• Exercise requirements
Find all the lines in the entries below that hold the word "Format" and copy them.
· · · ·
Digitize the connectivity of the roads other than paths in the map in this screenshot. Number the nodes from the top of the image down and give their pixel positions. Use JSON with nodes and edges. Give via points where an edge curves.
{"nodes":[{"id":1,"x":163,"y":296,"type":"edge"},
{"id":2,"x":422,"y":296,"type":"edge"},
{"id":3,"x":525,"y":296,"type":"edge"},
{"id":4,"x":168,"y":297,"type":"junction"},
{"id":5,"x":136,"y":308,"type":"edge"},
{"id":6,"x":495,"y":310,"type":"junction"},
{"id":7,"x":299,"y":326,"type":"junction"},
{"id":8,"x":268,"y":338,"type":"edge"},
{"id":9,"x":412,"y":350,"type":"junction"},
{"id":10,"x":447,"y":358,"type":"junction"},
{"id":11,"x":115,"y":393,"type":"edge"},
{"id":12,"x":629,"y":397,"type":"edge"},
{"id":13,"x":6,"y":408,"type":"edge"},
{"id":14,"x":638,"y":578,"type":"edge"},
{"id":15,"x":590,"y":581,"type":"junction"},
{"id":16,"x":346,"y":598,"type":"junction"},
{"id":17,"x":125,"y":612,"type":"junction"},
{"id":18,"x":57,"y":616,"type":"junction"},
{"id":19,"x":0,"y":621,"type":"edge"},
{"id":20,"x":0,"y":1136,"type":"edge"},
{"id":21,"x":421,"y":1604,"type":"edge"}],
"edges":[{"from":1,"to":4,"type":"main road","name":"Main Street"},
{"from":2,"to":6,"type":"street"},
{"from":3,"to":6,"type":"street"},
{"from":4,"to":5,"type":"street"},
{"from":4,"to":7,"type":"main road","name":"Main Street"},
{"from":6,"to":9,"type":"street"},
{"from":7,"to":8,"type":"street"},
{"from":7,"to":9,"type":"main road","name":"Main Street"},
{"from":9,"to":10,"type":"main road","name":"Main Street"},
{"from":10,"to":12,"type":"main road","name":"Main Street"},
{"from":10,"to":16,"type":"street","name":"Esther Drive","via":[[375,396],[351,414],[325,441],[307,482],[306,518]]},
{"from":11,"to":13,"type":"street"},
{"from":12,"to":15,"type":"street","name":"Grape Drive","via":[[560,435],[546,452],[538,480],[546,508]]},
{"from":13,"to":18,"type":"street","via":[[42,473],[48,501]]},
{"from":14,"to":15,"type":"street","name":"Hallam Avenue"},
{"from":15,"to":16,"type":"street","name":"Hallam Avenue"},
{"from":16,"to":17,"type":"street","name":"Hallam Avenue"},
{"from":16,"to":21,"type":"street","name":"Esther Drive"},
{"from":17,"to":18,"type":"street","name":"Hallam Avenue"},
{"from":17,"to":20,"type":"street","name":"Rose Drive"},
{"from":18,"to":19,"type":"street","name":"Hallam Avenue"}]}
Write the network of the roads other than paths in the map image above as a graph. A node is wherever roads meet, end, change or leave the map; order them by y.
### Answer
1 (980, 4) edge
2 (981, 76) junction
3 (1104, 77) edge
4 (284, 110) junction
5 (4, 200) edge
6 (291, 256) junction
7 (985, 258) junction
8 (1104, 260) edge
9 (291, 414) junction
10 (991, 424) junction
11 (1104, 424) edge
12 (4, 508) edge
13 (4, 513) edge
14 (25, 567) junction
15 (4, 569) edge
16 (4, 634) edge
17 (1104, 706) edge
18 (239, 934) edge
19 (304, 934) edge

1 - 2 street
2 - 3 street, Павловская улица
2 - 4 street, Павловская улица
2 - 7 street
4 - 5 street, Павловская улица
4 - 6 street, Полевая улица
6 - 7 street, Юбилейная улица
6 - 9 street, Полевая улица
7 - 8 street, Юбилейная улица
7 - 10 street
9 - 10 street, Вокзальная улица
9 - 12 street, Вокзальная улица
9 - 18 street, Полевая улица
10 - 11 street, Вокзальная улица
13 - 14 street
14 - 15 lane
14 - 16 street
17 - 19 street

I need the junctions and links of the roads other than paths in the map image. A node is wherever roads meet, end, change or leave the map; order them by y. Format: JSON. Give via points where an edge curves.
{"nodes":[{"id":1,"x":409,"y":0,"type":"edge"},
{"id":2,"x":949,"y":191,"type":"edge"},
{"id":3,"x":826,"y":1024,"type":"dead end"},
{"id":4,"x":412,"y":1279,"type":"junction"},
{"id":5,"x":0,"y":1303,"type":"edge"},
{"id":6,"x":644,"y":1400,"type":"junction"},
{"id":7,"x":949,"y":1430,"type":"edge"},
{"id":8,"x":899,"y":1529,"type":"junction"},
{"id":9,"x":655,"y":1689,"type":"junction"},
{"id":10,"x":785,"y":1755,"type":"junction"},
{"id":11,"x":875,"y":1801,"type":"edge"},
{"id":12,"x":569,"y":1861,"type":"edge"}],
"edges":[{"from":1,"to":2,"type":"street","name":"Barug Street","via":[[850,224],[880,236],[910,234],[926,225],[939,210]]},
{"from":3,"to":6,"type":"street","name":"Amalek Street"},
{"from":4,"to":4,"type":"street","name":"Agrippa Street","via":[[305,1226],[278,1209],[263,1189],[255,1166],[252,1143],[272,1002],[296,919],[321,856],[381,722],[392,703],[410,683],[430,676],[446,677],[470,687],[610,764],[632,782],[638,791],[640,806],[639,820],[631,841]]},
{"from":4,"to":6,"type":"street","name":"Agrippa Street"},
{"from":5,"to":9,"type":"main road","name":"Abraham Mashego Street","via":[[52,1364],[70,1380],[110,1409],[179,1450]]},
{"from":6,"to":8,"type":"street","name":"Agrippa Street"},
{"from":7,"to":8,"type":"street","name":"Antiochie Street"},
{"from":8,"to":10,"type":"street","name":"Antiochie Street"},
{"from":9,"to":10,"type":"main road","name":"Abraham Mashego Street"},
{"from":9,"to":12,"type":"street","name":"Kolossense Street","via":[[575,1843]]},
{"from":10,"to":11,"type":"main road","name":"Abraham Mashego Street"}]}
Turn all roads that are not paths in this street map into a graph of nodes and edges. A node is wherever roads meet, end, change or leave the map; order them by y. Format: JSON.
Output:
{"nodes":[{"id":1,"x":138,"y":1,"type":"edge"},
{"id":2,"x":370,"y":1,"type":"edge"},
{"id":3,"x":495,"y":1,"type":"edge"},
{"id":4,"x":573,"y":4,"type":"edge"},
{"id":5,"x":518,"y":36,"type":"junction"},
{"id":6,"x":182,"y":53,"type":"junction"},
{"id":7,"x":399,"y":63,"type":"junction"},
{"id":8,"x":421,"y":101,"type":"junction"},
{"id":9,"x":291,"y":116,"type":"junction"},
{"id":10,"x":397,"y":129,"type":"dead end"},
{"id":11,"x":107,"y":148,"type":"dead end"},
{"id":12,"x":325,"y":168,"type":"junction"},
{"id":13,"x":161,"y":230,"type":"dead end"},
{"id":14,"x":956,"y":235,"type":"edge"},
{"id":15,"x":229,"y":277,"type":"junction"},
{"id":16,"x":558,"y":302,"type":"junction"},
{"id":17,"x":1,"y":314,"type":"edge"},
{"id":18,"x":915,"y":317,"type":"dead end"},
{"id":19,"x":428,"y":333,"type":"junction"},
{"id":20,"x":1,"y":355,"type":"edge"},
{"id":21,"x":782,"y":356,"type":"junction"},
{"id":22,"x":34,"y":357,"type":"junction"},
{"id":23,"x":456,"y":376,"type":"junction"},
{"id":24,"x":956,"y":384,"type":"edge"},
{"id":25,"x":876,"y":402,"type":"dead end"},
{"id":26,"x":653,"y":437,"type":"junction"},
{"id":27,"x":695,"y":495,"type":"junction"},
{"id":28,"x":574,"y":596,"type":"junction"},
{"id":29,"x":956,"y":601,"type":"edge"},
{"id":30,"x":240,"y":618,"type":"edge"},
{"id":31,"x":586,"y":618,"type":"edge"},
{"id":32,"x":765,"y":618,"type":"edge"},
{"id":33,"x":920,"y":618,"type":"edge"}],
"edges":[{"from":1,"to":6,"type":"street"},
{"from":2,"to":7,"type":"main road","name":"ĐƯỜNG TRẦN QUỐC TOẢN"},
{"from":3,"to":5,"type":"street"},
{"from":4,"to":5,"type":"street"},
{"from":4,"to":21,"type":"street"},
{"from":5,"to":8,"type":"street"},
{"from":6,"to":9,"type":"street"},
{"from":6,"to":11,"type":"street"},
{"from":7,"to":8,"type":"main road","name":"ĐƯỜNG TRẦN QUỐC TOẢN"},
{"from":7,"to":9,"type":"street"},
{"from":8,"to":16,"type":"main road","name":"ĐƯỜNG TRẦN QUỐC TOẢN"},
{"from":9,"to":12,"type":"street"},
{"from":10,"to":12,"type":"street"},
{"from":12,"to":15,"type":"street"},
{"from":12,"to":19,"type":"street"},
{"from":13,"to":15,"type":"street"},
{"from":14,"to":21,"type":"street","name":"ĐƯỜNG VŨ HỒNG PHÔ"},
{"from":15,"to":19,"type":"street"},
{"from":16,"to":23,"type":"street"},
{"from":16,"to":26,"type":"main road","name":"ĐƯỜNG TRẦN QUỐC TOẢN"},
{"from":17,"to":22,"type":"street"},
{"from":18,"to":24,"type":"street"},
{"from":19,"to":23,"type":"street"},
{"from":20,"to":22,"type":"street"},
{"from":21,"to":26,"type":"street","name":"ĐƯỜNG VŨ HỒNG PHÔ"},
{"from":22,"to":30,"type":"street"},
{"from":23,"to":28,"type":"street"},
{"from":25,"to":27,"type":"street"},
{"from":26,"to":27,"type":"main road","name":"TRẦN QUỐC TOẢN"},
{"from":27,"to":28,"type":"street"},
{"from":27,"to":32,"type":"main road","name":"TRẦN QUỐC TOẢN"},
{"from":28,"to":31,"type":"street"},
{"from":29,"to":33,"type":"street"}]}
· · · ·
• Expected answer
I need the junctions and links of the roads other than paths in the map image. A node is wherever roads meet, end, change or leave the map; order them by y. Format: JSON. Give via points where an edge curves.
Turn all roads that are not paths in this street map into a graph of nodes and edges. A node is wherever roads meet, end, change or leave the map; order them by y. Format: JSON.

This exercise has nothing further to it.